● EXERCISE GOAL
Check every line of the data and copy the ones where "true" appears.

● DATASET RECORDS
= = = = = = =

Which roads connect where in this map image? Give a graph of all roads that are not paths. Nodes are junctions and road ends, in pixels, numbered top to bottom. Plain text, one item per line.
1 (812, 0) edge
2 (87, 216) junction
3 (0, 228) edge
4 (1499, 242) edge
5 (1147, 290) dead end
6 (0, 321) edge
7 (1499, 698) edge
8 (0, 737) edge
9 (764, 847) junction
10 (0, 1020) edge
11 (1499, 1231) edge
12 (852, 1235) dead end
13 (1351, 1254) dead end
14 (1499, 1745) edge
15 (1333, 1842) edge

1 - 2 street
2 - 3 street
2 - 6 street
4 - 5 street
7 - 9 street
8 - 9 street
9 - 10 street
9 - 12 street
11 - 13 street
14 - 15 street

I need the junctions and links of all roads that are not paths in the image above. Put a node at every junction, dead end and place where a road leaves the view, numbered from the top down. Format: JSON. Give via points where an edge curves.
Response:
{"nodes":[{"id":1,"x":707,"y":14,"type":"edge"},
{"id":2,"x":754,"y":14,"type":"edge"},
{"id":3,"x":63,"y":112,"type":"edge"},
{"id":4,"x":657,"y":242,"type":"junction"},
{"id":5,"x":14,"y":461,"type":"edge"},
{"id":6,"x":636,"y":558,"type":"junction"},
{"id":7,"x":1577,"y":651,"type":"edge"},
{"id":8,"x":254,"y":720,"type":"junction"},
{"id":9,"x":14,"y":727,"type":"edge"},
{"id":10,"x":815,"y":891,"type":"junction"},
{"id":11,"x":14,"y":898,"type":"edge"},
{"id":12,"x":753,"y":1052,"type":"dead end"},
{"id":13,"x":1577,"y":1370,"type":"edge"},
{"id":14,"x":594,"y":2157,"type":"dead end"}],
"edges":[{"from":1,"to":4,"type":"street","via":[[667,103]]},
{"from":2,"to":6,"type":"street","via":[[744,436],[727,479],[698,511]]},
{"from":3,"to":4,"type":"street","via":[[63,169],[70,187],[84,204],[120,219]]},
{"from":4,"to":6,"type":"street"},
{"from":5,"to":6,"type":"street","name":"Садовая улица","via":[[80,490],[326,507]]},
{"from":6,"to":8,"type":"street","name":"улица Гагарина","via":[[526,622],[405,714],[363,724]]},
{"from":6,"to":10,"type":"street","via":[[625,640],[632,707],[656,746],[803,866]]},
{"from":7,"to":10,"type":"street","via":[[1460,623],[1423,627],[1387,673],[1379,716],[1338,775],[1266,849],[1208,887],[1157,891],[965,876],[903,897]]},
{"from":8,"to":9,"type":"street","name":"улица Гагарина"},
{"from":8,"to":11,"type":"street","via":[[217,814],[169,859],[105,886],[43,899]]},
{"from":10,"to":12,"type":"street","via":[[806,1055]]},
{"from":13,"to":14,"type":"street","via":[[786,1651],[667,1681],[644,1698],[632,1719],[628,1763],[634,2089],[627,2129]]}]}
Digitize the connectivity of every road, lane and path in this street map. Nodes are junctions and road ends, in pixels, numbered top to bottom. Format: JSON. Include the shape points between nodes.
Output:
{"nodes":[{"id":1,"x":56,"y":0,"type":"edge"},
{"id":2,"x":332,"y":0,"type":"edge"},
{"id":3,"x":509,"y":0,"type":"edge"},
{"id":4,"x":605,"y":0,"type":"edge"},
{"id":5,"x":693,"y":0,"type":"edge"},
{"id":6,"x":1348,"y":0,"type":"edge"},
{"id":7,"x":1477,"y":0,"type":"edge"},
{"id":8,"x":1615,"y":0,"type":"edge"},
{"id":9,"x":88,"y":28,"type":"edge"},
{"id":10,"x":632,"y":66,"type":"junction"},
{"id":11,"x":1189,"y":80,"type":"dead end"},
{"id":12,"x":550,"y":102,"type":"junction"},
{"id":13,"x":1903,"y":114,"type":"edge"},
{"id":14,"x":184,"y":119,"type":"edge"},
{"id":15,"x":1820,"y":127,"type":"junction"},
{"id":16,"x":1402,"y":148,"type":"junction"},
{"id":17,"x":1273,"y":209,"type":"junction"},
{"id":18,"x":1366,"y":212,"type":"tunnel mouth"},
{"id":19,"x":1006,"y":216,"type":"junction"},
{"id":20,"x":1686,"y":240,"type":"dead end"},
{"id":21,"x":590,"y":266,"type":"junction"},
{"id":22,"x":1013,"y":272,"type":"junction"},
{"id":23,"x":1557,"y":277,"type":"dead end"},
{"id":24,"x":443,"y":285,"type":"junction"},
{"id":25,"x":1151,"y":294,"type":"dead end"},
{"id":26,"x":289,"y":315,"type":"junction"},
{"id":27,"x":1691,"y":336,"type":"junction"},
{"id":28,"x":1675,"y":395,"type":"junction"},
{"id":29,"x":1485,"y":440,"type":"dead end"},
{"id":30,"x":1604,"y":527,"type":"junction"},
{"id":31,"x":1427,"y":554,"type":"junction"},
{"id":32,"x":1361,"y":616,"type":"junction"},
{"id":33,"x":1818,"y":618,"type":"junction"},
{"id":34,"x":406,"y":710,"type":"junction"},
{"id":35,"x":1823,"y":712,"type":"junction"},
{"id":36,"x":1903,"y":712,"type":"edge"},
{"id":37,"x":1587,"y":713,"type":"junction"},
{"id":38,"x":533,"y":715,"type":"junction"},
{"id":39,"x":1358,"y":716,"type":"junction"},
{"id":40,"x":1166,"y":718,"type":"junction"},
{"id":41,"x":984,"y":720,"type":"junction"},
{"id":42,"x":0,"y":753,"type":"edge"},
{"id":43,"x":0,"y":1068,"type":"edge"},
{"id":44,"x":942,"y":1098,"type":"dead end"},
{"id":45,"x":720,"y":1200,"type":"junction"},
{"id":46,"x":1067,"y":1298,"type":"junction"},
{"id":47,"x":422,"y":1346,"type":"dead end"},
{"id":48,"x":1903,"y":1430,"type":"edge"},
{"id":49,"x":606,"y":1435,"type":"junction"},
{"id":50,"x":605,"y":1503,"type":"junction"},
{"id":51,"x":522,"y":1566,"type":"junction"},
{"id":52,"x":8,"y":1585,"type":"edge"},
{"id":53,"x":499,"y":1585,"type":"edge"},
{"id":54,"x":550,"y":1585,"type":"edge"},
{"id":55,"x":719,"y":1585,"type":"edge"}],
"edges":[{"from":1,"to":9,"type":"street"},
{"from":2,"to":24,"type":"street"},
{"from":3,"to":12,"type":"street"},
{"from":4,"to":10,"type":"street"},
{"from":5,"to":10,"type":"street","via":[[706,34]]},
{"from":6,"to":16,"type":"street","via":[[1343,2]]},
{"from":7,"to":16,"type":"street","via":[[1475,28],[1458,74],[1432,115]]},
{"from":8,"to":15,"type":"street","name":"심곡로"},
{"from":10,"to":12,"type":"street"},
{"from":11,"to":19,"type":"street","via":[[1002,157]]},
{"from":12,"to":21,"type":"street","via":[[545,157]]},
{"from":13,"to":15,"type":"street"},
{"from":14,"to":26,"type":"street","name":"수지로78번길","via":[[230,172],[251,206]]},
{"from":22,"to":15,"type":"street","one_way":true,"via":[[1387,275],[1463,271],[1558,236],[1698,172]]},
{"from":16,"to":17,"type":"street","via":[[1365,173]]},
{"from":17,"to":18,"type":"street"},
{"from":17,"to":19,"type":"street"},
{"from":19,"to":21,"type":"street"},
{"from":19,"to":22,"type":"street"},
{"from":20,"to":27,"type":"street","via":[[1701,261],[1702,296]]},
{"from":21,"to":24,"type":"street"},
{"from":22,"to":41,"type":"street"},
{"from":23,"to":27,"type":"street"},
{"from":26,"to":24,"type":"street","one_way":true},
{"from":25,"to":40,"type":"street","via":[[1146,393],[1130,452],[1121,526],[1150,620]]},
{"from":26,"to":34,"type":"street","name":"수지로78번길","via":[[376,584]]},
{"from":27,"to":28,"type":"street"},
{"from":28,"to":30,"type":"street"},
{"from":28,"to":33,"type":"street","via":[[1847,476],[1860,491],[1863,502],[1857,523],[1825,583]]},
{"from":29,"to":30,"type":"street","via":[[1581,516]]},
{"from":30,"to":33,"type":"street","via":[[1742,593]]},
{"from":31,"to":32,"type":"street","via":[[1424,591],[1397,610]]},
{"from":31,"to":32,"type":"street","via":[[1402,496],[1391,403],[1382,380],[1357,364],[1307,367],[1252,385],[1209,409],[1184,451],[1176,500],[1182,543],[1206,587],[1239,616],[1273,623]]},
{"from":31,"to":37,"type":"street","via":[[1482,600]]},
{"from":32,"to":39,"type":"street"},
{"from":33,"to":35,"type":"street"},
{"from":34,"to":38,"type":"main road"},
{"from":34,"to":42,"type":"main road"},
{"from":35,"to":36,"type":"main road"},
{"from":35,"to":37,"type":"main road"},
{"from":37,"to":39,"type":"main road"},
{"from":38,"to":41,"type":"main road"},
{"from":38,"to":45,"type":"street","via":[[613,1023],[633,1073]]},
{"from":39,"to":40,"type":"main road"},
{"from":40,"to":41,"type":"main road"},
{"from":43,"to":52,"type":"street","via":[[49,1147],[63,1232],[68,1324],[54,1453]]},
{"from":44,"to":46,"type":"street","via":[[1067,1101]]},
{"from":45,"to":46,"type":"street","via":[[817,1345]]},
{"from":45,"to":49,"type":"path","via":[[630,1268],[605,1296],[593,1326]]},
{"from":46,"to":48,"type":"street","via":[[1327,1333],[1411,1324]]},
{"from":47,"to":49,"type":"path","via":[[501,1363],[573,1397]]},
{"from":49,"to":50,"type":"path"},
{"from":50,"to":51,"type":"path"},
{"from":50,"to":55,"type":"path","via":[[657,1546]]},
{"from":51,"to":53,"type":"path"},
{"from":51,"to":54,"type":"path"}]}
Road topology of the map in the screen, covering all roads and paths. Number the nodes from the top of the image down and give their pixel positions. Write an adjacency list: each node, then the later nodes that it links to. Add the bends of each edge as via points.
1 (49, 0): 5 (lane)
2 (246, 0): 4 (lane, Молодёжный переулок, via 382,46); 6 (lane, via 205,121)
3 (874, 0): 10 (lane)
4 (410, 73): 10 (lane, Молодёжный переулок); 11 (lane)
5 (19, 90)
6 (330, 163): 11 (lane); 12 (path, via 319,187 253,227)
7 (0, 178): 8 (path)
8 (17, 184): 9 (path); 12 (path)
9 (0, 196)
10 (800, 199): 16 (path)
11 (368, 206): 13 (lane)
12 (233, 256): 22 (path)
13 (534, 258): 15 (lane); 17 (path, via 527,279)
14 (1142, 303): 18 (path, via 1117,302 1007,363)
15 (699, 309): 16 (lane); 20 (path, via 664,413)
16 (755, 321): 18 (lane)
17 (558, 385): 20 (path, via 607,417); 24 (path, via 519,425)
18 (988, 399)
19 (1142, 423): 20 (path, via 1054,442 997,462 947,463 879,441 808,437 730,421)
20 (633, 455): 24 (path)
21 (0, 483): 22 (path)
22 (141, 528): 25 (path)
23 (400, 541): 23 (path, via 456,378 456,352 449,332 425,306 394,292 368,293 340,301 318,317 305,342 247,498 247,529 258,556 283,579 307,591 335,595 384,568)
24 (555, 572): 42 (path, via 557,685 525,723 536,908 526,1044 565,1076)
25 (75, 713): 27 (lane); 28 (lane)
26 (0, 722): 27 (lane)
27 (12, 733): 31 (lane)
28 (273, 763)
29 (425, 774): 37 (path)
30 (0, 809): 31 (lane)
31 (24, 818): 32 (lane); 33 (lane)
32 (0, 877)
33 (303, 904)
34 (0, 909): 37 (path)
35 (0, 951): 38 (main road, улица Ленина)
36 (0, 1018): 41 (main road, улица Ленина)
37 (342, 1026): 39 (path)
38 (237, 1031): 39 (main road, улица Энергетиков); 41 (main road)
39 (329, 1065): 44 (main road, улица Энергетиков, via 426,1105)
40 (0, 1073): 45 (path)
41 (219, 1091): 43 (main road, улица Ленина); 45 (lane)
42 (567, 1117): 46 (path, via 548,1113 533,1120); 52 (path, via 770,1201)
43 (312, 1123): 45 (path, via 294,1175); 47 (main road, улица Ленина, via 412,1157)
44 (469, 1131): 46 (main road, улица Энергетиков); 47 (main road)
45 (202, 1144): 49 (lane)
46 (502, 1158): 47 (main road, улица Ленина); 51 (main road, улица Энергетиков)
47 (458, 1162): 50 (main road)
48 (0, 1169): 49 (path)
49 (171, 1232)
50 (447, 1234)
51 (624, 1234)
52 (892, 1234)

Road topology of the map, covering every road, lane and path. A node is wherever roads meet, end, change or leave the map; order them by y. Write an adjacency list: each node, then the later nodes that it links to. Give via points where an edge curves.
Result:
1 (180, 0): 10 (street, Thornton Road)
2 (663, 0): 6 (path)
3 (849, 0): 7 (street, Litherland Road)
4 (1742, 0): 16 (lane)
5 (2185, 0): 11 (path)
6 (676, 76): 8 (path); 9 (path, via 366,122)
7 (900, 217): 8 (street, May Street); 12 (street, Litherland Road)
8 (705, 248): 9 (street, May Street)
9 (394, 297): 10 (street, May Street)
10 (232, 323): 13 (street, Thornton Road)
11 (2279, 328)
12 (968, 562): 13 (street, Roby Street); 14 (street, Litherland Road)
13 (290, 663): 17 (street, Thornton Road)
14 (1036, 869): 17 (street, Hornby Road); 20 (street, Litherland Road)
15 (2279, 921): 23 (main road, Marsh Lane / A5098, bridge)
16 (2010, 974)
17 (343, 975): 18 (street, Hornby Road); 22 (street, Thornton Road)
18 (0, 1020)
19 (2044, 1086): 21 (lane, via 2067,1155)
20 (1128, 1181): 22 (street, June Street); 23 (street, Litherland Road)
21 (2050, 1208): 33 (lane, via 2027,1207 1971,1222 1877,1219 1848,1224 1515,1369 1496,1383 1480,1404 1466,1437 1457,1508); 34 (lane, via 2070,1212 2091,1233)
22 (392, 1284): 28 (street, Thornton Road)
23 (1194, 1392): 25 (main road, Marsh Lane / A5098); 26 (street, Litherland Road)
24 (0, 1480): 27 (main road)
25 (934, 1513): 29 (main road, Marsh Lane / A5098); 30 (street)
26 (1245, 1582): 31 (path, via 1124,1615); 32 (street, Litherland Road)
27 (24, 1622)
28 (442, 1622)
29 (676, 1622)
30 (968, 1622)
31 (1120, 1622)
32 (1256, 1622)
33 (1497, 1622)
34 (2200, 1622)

= = = = = = =

● RESULT OF THIS EXERCISE
{"from":22,"to":15,"type":"street","one_way":true,"via":[[1387,275],[1463,271],[1558,236],[1698,172]]},
{"from":26,"to":24,"type":"street","one_way":true},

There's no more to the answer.